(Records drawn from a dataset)
"""

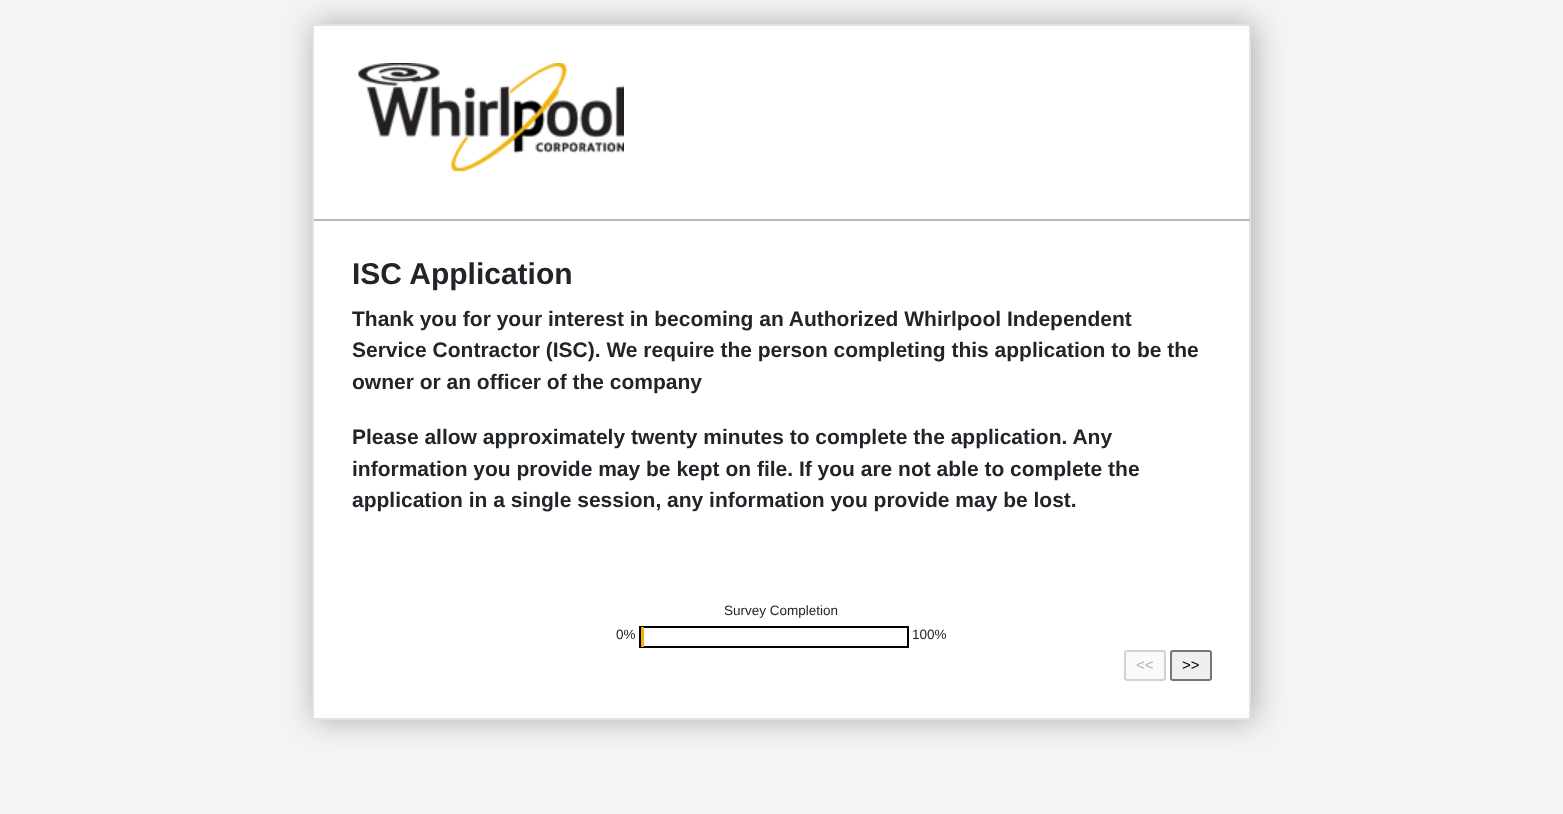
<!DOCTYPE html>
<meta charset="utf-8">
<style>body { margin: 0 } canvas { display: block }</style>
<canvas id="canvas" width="1563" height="814"></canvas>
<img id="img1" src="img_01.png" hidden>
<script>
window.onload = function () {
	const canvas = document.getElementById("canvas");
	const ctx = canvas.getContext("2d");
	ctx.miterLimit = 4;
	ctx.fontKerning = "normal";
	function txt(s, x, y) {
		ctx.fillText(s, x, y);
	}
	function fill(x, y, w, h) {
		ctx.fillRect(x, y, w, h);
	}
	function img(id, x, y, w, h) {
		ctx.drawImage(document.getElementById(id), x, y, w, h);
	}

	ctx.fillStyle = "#F4F4F4";
	fill(0, 0, 1563, 814);
	ctx.fillStyle = "#ABABAB";
	ctx.filter = "blur(15px)";
	ctx.beginPath();
	ctx.rect(315, 24, 939, 696);
	ctx.fill();
	ctx.filter = "none";
	ctx.fillStyle = "#FFFFFF";
	ctx.beginPath();
	ctx.rect(313, 25, 937, 694);
	ctx.fill();
	ctx.strokeStyle = "#DEE2E6";
	ctx.lineWidth = 2;
	ctx.stroke();
	img("img1", 358, 63, 266, 109);
	ctx.fillStyle = "#B8B8B8";
	fill(314, 219, 936, 2);
	ctx.strokeStyle = "#000000";
	ctx.strokeRect(640, 627, 268, 20);
	ctx.fillStyle = "#F2B300";
	fill(641, 627, 3, 20);
	ctx.fillStyle = "#FAFAFA";
	ctx.beginPath();
	ctx.roundRect(1125, 651, 40, 29, 2);
	ctx.fill();
	ctx.strokeStyle = "#D2D2D2";
	ctx.stroke();
	ctx.fillStyle = "#EFEFEF";
	ctx.beginPath();
	ctx.roundRect(1171, 651, 40, 29, 2);
	ctx.fill();
	ctx.strokeStyle = "#767676";
	ctx.stroke();
	ctx.font = "bold 30px Liberation Sans";
	ctx.fillStyle = "#212529";
	txt("ISC Application", 352, 284);
	ctx.font = "bold 21px Liberation Sans";
	txt("Thank you for your interest in becoming an Authorized Whirlpool Independent", 352, 326);
	txt("Service Contractor (ISC). We require the person completing this application to be the", 352, 357);
	txt("owner or an officer of the company", 352, 389);
	txt("Please allow approximately twenty minutes to complete the application. Any", 352, 444);
	txt("information you provide may be kept on file. If you are not able to complete the", 352, 476);
	txt("application in a single session, any information you provide may be lost.", 352, 507);
	ctx.font = "13.5px Liberation Sans";
	txt("Survey Completion", 724, 615);
	txt("0%", 616, 639);
	txt("100%", 912, 639);
	ctx.font = "15px Liberation Sans";
	ctx.fillStyle = "#B4B4B4";
	txt("<<", 1136, 670);
	ctx.fillStyle = "#000000";
	txt(">>", 1182, 670);
};
</script>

"""

*Task details:*
Show the lines of the data that hold the word "function".

*Response area:*
window.onload = function () {
	function txt(s, x, y) {
	function fill(x, y, w, h) {
	function img(id, x, y, w, h) {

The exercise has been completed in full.